Ron Gerwatowski, chair of the Rhode Island Public Utilities Commission, said his commission recently discovered that Narragansett Electric (now Rhode Island Energy) was collecting $10 million a year in excess profits on its transmission line connecting the Block Island offshore wind farm to the mainland.

“It is telling to consider that the windfall profit being generated from the formulaic cost-recovery mechanism used in this case was only discovered because someone in the accounting department of the utility misallocated revenue and expenses to the wrong business unit in a report on distribution earnings,” he said in his written testimony. “But for that human error, neither the Rhode Island PUC nor FERC’s processes would have picked up the continuing windfall profits flowing from ratepayers to shareholders.”

Gerwatowski said that more than $2.5 billion in “asset condition” projects have been placed in service in New England and $3.1 billion more are listed in ISO-NE’s Regional System Plan (RSP) as proposed, planned or under construction. By comparison, as of the June 2022 RSP update, reliability projects in the pipeline resulting from the ISO-NE planning process total less than $1.3 billion.

Attorney Robert Weishaar, who represents industrial consumers, said FERC’s Office of Administrative Litigation (OAL) could play a larger role in the transmission formula rate review process.

He said OAL staff are “extremely helpful” in the initial establishment of formula rates but become uninvolved when it comes time for annual updates. Weishaar suggested that FERC expand OAL’s authority and resources so staff can engage in the annual update process and “review the actual flow-through of the costs.”

Larry Gasteiger, executive director of WIRES, saw it differently. He said formula rate protocols involve “extensive” stakeholder sessions with utilities and opportunities to challenge the rate inputs.

In addition, he said, FERC has “a fairly robust” program for auditing utilities with formula rates. “The audits, I know from personal experience, are extensive,” said Gasteiger, who served at FERC for almost two decades, including almost six years as a top official in the Office of Enforcement. “And they are effective, because they do a very thorough examination of how adherence to the rate protocols and the formulas is all working.

“If you believe the rhetoric around it, FERC has all but abandoned any regulation of transmission rates in this context,” he continued. “I think it’s important to debunk that notion. Maybe it plays well in the Twitter-space, but it doesn’t reflect the reality of what is going on here.”

But FERC Commissioner Allison Clements noted that the commission only conducts about a dozen audits a year. Although the Office of Energy Market Regulation has “improved stakeholders’ ability to engage on formula rates,” the “structural problem” with formula rates may require appointing independent transmission monitors, she said.

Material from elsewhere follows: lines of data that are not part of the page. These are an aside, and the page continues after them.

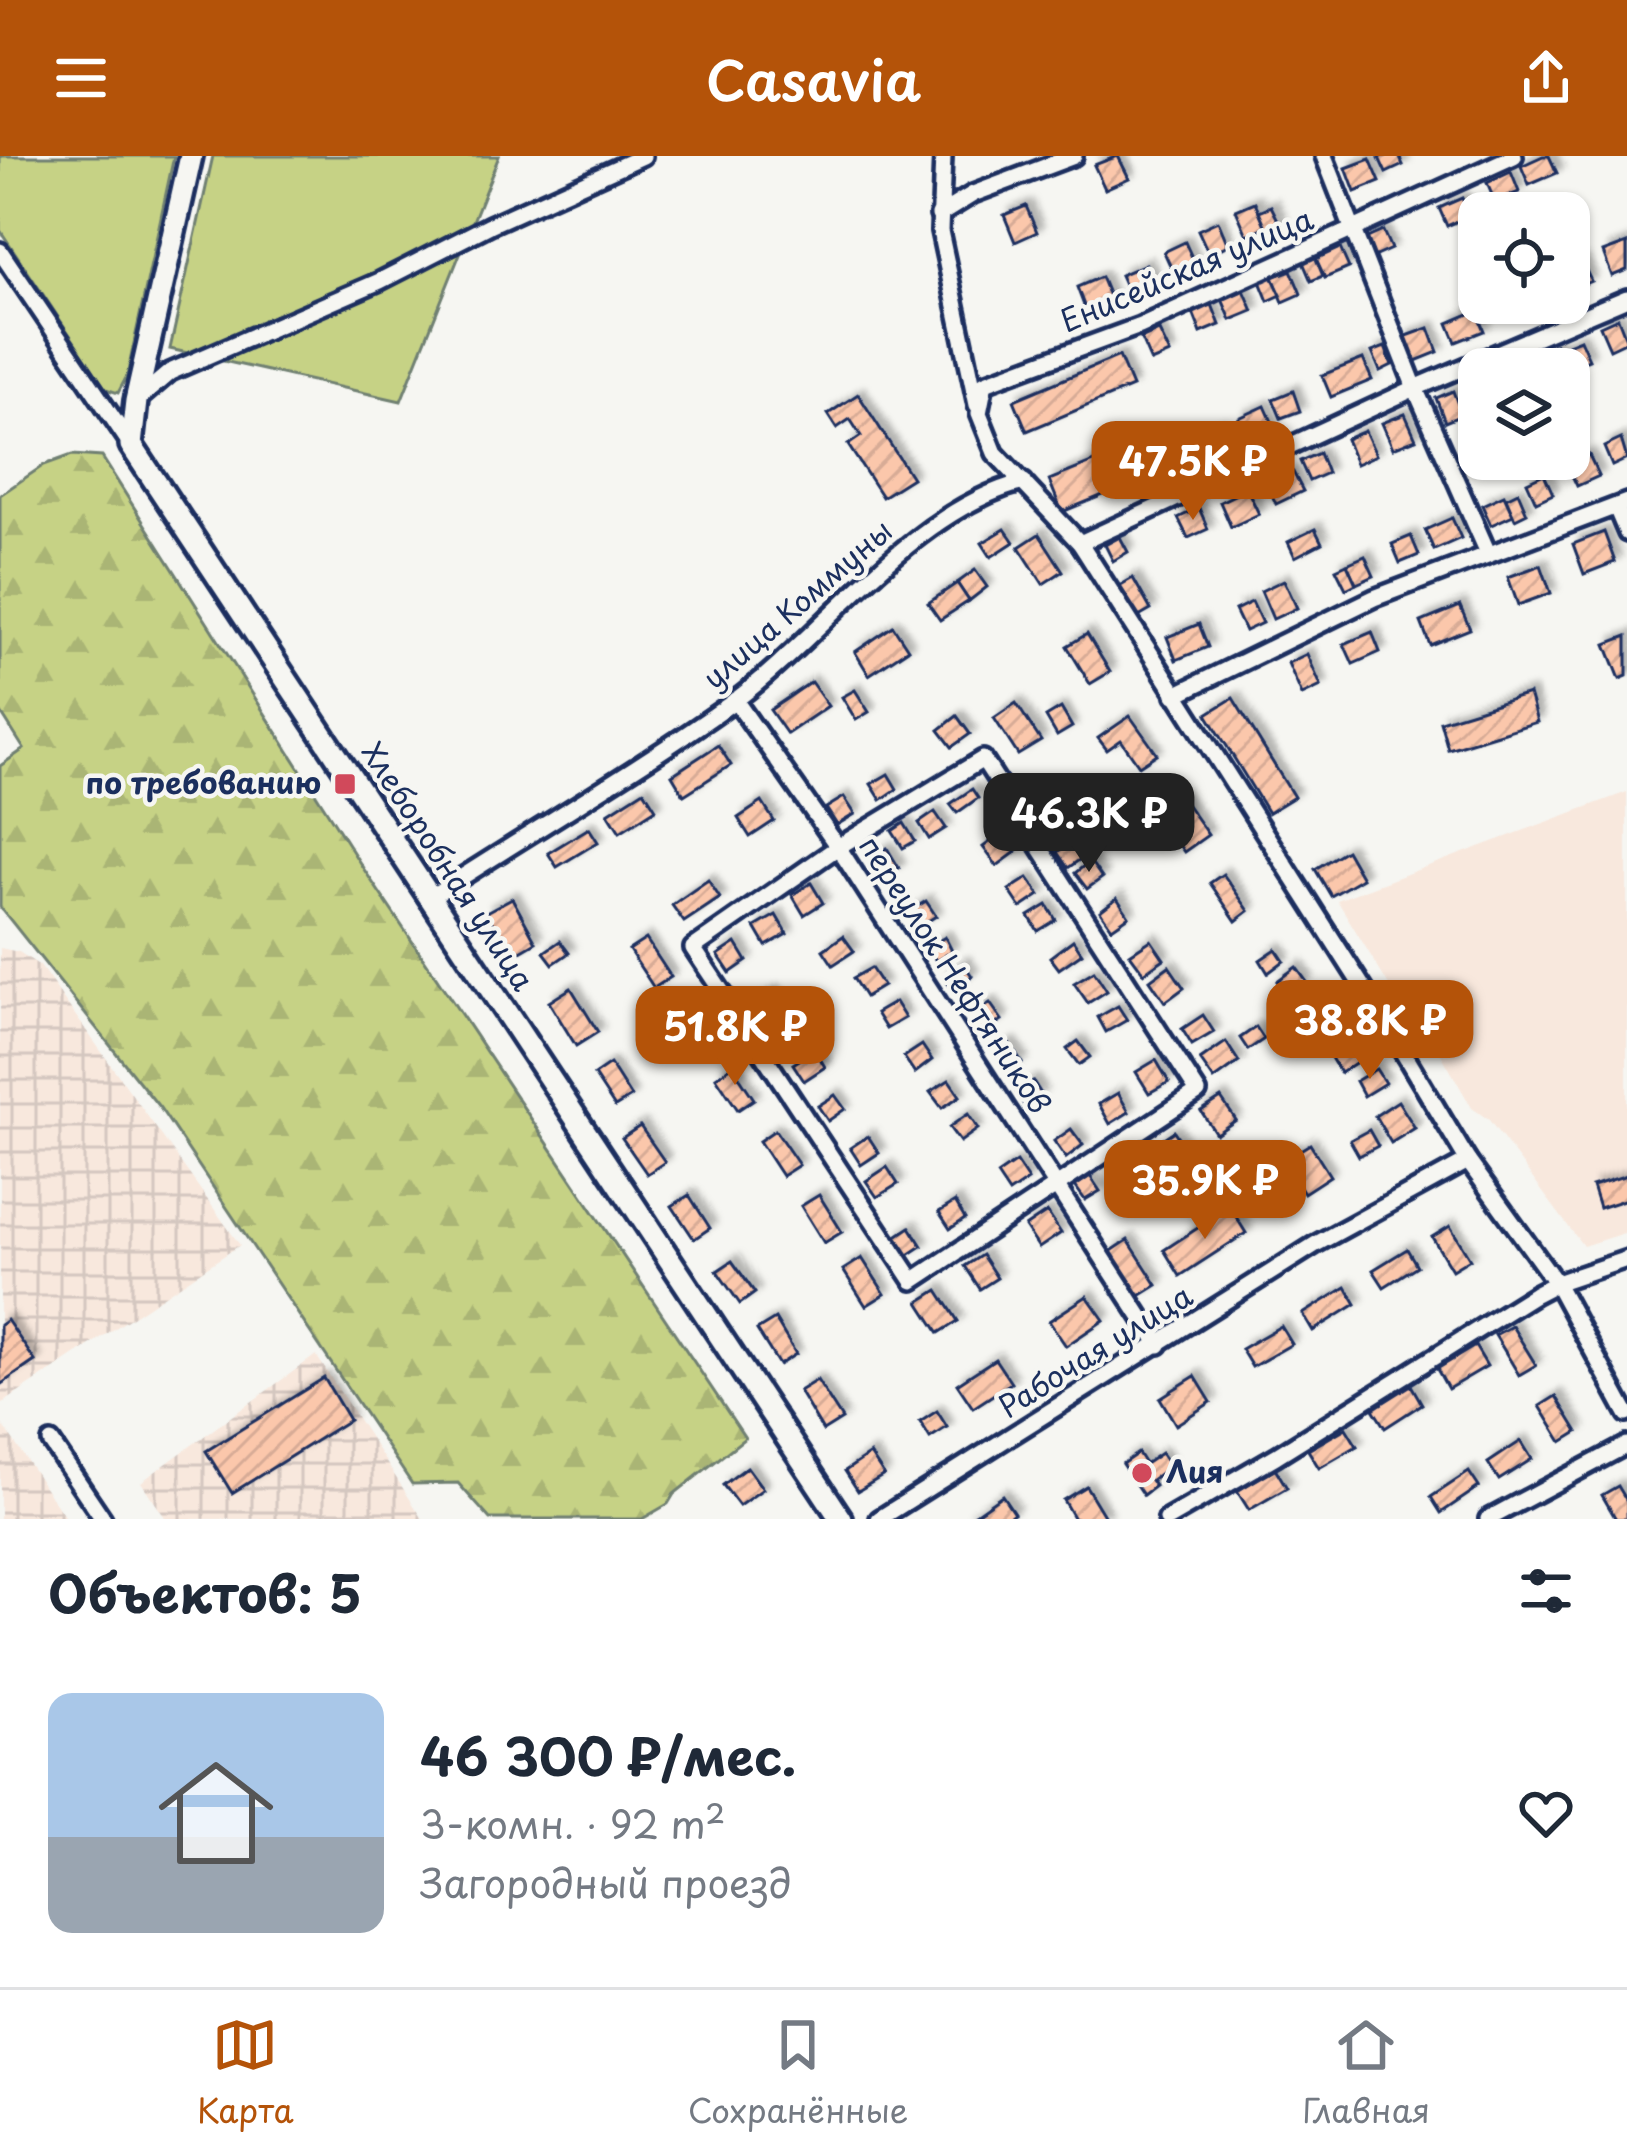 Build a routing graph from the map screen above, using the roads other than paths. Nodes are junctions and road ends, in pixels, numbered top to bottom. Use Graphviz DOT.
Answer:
graph roads {
  1 [pos="191,156"];
  2 [pos="643,156"];
  3 [pos="943,156"];
  4 [pos="1074,156"];
  5 [pos="1324,156"];
  6 [pos="1514,156"];
  7 [pos="939,214"];
  8 [pos="1354,228"];
  9 [pos="0,251"];
  10 [pos="1627,298"];
  11 [pos="1415,388"];
  12 [pos="136,401"];
  13 [pos="979,413"];
  14 [pos="131,445"];
  15 [pos="1024,482"];
  16 [pos="1621,505"];
  17 [pos="1627,532"];
  18 [pos="1080,543"];
  19 [pos="1488,553"];
  20 [pos="1175,695"];
  21 [pos="735,700"];
  22 [pos="838,847"];
  23 [pos="431,897"];
  24 [pos="1468,1162"];
  25 [pos="1058,1184"];
  26 [pos="1627,1259"];
  27 [pos="1556,1283"];
  28 [pos="1159,1346"];
  29 [pos="1627,1414"];
  30 [pos="51,1442"];
  31 [pos="1627,1444"];
  32 [pos="103,1519"];
  33 [pos="841,1519"];
  34 [pos="880,1519"];
  35 [pos="1167,1519"];
  36 [pos="1488,1519"];
  1 -- 12 [label="main road"];
  2 -- 12 [label="street"];
  3 -- 7 [label="street"];
  4 -- 7 [label="street"];
  5 -- 8 [label="street"];
  6 -- 8 [label="street, Енисейская улица"];
  7 -- 13 [label="street"];
  8 -- 11 [label="street"];
  8 -- 13 [label="street, Енисейская улица"];
  9 -- 14 [label="street, Хлеборобная улица"];
  10 -- 11 [label="street"];
  11 -- 18 [label="street"];
  11 -- 19 [label="street"];
  12 -- 14 [label="main road"];
  13 -- 15 [label="street"];
  14 -- 23 [label="main road, Хлеборобная улица"];
  15 -- 18 [label="street"];
  15 -- 21 [label="street, улица Коммуны"];
  16 -- 17 [label="street"];
  16 -- 19 [label="street"];
  18 -- 20 [label="street"];
  19 -- 20 [label="street"];
  20 -- 24 [label="street"];
  21 -- 22 [label="street, переулок Нефтяников"];
  21 -- 23 [label="street, улица Коммуны"];
  22 -- 25 [label="street, переулок Нефтяников"];
  22 -- 25 [label="street"];
  22 -- 25 [label="street"];
  23 -- 33 [label="main road, Хлеборобная улица"];
  24 -- 27 [label="street"];
  24 -- 28 [label="street, Рабочая улица"];
  25 -- 28 [label="street, переулок Нефтяников"];
  26 -- 27 [label="street"];
  27 -- 29 [label="street"];
  27 -- 35 [label="street"];
  28 -- 34 [label="street, Рабочая улица"];
  30 -- 32 [label="street"];
  31 -- 36 [label="street"];
}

“The cost is peanuts on the dollar of deferring just one transmission investment,” she said. “But if that’s not the way you think we get at these problems, we certainly are open to other ideas. … I think I hear a real need to take action.”

In addition to increasing its scrutiny of formula rates, Bartlett said FERC should revisit the return on equity allowed for formula rate investments. “Given the lack of oversight and difficulty in challenging prudence, there is little risk in undertaking these investments and the ROE should reflect that,” he said.

Iowa Consumer Advocate Easler was also critical.

“Transmission providers that use forward-looking formula rates with incentive ROE adders and obtain automatic cost recovery of transmission costs from retail customers via state-authorized transmission cost trackers simply do not have a strong incentive to engage in least-cost transmission planning for lower-voltage local transmission facilities,” she said in her written testimony. “The absence of customer-initiated challenges to local transmission upgrades in formula rate reviews is not an indication that all is well. Rather, in the face of relentless transmission rate increase, it is an indication that this regulatory process is inadequate to protect customers from unjust and unreasonable charges resulting from inefficient siloed transmission planning processes.”